Hi Graham, thanks for the extremely helpful and informative article!
Three questions, do you need a wading jacket and what’s the difference between that and just a waterproof shell? If so, what kind of wading jacket do you recommend? And finally do you wear the wading jacket over or under your waders? Thanks for your time!
To be honest, you don’t need a wading jacket. A regular jacket, a waterproof shell, or a raincoat would also be fine but there are benefits to a good wading jacket.
Wading jackets are designed with lots of extra pockets meant to hold your fishing gear.
Wading jackets are often designed shorter, meaning they ride high on the waist so that you can wade deeper without the bottom of your jacket being submerged.
Their hoods are also designed to fit under a cap and cover your head and face better and the designers know that we sometimes stand in river for 8 hour or more in poruing rain so they are designed for that kind of abuse.
A great feature that I really find helpful is that a good wading jacket will have a velcro wrist strap that can be used to tighten up the gap on your wrist which prevents water from seeping in. I have tightened mine as tight as possible to pick up something off the bottom of the river and have put my arm as deep as my shoulder and my arm and shirt inside the wading jacket come out dry because of the wrist seal. That wrist seal is also great when submerging your arms deeper into the water to land or release fish. It prevents wet sleaves and I have used it many times.

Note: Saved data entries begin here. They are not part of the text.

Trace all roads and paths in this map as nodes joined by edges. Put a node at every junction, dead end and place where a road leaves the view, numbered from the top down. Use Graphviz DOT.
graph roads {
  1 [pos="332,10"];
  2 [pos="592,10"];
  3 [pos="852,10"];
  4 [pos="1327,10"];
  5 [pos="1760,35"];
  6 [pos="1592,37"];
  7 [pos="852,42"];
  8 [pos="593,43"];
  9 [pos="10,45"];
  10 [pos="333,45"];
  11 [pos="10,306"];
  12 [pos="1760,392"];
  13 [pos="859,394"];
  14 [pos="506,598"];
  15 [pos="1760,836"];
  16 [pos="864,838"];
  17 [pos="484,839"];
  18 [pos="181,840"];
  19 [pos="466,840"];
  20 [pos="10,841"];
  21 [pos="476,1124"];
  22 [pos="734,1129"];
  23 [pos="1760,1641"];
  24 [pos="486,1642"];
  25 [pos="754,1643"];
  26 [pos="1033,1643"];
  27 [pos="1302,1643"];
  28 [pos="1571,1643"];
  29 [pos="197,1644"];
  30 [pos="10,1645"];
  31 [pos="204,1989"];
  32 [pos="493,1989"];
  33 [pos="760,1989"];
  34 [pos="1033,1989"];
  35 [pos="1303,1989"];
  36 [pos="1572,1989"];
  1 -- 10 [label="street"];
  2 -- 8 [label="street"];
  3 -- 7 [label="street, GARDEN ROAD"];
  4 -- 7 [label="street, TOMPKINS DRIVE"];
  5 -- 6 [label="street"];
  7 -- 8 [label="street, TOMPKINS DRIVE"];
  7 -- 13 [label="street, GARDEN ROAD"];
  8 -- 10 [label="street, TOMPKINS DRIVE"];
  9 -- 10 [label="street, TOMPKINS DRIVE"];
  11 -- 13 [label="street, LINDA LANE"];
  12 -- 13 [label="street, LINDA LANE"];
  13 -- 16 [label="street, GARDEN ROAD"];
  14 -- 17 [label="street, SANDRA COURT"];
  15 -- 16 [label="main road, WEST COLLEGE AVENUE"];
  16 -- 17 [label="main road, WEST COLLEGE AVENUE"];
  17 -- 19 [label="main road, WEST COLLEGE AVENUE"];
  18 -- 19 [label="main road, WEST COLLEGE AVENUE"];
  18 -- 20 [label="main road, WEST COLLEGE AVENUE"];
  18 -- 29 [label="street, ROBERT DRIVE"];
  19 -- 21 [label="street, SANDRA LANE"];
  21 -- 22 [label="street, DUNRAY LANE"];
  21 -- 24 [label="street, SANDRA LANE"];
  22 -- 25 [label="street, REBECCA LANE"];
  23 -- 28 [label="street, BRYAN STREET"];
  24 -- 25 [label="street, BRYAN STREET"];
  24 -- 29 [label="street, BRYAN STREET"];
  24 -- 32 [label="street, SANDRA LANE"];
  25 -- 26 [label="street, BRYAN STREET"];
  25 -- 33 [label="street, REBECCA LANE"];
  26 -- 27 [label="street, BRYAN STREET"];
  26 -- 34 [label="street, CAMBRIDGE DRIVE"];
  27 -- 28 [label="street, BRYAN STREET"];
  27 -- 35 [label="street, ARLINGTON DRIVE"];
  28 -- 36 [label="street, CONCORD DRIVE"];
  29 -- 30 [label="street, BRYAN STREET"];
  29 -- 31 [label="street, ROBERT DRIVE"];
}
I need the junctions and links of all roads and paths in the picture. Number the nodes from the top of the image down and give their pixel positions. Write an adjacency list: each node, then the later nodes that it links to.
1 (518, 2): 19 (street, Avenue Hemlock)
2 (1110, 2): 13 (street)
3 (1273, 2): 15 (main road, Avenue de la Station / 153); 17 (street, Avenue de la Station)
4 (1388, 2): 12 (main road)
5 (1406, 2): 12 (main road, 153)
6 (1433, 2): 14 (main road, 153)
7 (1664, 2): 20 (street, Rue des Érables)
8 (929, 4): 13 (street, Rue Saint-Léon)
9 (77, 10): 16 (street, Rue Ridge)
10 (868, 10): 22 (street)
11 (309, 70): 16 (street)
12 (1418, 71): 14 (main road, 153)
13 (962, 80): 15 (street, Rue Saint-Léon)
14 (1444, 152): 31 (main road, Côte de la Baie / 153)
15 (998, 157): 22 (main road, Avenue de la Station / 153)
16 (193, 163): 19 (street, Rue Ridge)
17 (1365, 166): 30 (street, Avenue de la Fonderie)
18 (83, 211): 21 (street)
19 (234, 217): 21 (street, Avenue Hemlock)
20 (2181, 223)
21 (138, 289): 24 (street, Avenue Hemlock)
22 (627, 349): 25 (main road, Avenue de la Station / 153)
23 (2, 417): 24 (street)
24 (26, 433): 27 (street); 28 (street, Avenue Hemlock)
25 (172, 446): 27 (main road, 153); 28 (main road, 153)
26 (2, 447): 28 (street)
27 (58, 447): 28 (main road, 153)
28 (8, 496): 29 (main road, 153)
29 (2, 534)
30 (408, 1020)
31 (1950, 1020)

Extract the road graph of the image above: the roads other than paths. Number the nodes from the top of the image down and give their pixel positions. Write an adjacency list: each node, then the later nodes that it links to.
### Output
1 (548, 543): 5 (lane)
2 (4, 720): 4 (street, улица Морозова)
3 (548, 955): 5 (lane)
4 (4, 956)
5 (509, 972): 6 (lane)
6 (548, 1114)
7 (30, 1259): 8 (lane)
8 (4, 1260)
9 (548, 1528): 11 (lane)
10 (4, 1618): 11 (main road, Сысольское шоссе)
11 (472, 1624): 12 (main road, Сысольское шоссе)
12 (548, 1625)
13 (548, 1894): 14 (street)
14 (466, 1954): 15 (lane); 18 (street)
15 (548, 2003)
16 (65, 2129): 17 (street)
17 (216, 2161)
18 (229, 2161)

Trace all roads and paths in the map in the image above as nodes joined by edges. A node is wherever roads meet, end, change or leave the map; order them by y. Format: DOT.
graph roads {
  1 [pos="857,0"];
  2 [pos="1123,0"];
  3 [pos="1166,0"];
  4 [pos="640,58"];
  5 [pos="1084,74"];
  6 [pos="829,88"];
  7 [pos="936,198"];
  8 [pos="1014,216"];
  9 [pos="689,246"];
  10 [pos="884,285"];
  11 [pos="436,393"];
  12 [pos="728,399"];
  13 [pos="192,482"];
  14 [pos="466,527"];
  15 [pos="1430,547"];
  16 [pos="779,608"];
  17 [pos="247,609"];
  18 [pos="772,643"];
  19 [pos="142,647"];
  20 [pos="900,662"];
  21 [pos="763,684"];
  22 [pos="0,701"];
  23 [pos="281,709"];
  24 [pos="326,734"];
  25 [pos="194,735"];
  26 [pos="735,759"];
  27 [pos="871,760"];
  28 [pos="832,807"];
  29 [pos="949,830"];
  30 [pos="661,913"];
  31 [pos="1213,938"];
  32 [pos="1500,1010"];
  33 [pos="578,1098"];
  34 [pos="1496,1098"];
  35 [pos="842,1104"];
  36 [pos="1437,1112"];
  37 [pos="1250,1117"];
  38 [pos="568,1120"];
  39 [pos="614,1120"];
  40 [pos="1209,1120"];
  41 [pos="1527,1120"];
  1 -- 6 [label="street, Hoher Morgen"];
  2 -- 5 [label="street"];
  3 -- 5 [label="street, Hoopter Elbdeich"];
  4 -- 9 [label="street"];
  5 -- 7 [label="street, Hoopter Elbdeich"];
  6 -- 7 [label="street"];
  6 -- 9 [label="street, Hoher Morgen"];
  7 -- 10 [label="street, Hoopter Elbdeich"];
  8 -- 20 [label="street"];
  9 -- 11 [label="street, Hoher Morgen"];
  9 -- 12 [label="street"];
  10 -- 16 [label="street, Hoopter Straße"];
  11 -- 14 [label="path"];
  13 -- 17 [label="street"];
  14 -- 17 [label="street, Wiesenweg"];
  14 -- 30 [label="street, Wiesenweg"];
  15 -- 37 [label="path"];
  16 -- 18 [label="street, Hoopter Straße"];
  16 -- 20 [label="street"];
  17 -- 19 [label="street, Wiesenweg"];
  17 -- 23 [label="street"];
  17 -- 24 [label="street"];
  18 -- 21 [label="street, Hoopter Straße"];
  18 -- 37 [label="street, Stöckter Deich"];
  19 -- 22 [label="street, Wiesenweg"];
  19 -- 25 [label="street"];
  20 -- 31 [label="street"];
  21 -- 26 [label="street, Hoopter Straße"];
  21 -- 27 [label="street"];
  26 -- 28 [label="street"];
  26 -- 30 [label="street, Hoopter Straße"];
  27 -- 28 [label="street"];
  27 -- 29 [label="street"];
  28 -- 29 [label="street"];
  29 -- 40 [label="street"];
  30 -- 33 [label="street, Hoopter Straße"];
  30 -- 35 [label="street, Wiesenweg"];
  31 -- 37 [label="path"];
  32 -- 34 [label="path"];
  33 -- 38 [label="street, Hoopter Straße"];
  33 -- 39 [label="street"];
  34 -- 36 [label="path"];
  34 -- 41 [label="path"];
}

Also, many good wading jackets have built-in hooks for nets and other accessories.
There’s a lot of thought put into the design of a good wading jacket, all to make your life easier on the river.
You should wear your jacket over your wader so your packets are easily accessible and so any rain runs down the jack and onto the outside of your waders. Wearing your wading jacket inside your waders will mean rain runs down your jacket and into your waders.
There are a lot of good wading jackets on the market and some not-so-good ones. You can see some that I recommend HERE
I plan on doing a full page on wading jackets in the near future.
Hope that helps.
I enjoyed reading your article. I am a disabled female 5’4” about 115lb. I wish you had more recommendations for lady anglers. I layer my clothes but get cold very fast. I have a very low body fat content and can’t keep my feet warm even with my electric foot warmers. I really need a good warm pair of waders that I will be able to walk in. Everything I have found has heavy boots and they make it hard for me to walk as I have a cramping disorder. Currently I am fishing in 35 degree weather with wool socks and electric warmers. 1 hour and my toes are purple. Pain felt to the core of my bones. I want to fish as I give them away to a food share but, I can’t take the pain for long. Any recommendations would be greatly appreciated.
I don’t see why my recommendations would not work for women as well. Layering properly, the Simms Bootfoot waders, the thermal socks, and the heated insoles should work for males or females. I believe Simms can custom make waders for you to fit you better. The weight of the bootfoots might still be an issue that I don’t have an answer for, other than to try to build up more leg strength. Unfortunately, the lighter Stockingfoot waders will always be colder. For many that have tried them, the heated insoles that I recommend have been a game-changer in both stocking foot and bootfoot waders. I found them to be much better than the heated socks so maybe give them a fair try.